Nature versus hunting

How can I go out and shoot an animal? It might surprise you that many animals that go through meatpacking companies are actually shot with a .22 caliber stunning bullet, then hung up by the back legs, then sliced so they can bleed to death in a way that makes the meat of that animal satisfactory to our taste buds.

Some don’t realize just how horrible nature is on the species that inhabit it. That little cottontail rabbit does not live forever. In fact, it is a lucky rabbit if it lives more than six months. What it has to contend with is the predictor that includes being torn alive by the fox, wolf, coyote or raccoon. Should a mink locates its nest, goodbye to all the young bunnies.

When I was a conservation officer in 1960, I was detailed to conduct three-year life cycle research on the life of the Hungarian partridge in eastern Ontario. Most believed that this upland bird would live out about 10 years if the predators did not find its nest in the first few weeks of its egg life. After three years of live trapping, banding, tagging and following this bird from birth, we found the bird would be lucky if it saw a second winter, and that was dealing with nature’s pressures alone. The Hungarian partridge has a short life, not only due to predication from every predictor that walks, flies or crawls, but from deadly cold ice-forming snow levels as well. In this case, the Hungarian partridge huddles in a covey, a small group of birds, deep down in the snow. The wind blows a cover of snow over the covey and the moisture in the air creates an ice roof, trapping the covey under the snow and their ultimate death.

As for the wolf, coyote and fox, they were susceptible to every disease known to wildlife and humans alike. In the normal 10-year lifespan of a wolf, the wolf is susceptible to mange, distemper, pneumonia, arthritis, malnutrition, and all sorts of parasites and injuries. In reality, a well-placed bullet by a hunter is far more humane than any of the above hardships a wolf faces in the natural world.

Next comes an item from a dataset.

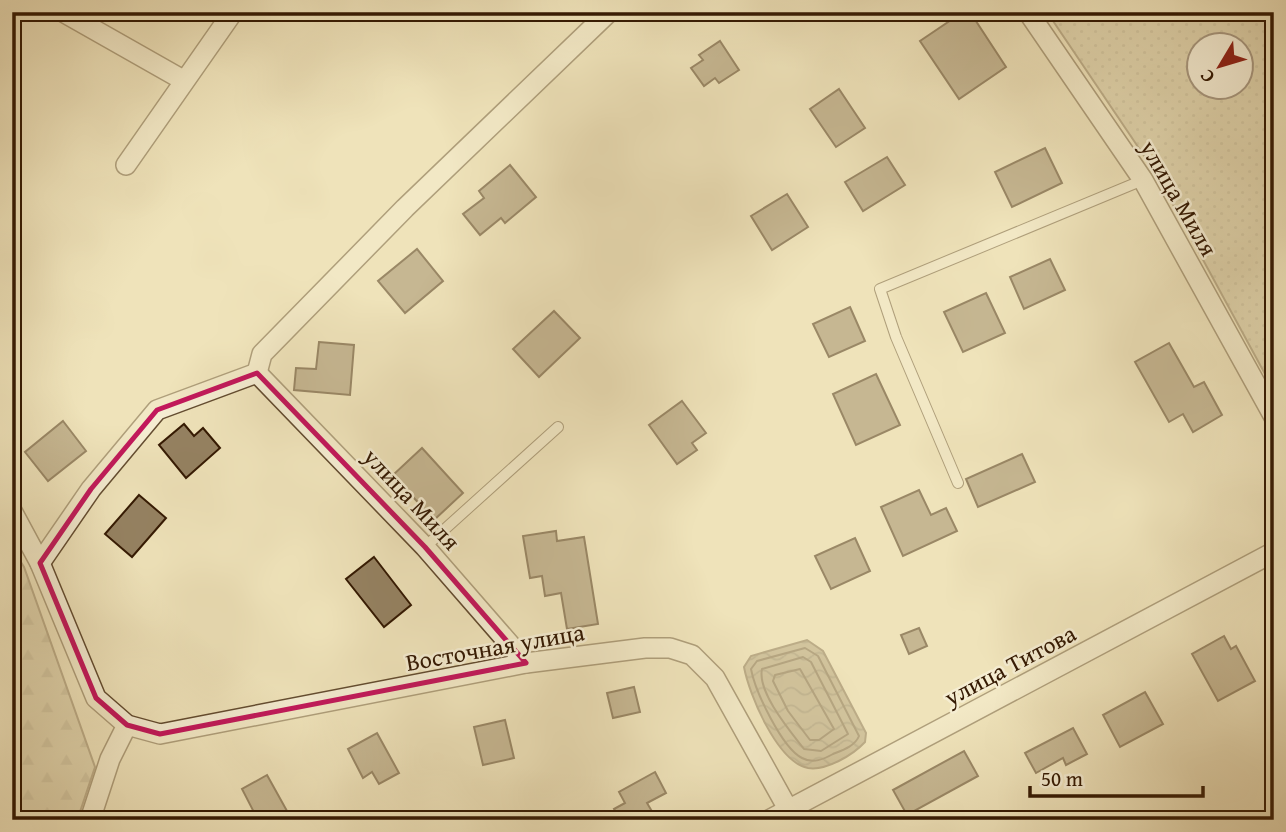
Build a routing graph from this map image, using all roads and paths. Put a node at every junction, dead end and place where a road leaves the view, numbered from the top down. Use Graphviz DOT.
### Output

As to big-game animals, Mother Goose nursery may have you thinking that the moose, deer and sheep live forever. The oldest deer I ever aged by its teeth was seven years. This was taken by a hunter in my patrol area in eastern Ontario. There was an average of 25 deer killed each year by motor vehicles, where the highway 401 went through many wintering areas. Many road kills were around two to three years old. If you have never seen a big-game animal that has died from a tick infection, you won’t understand just how horrible this killer infection is. So which is more humane? Deadly diseases or a well-placed bullet from a hunter’s rifle?
As for bears, they face every disease known to animal or human that could cause a long, painful death.

So why do we hunt nature’s creatures? In wildlife management, it is called “ only so many.” That means there can only be sufficient food and cover in one area for so many members of a species. Too many can lead to that species eating itself out of house and home. If there are too few members of a species, hunting must stop for that species. Populations must be kept at a healthy stage, much like what the “buck law,” did for deer did in Ontario.
And of course I will say Amen to that brother!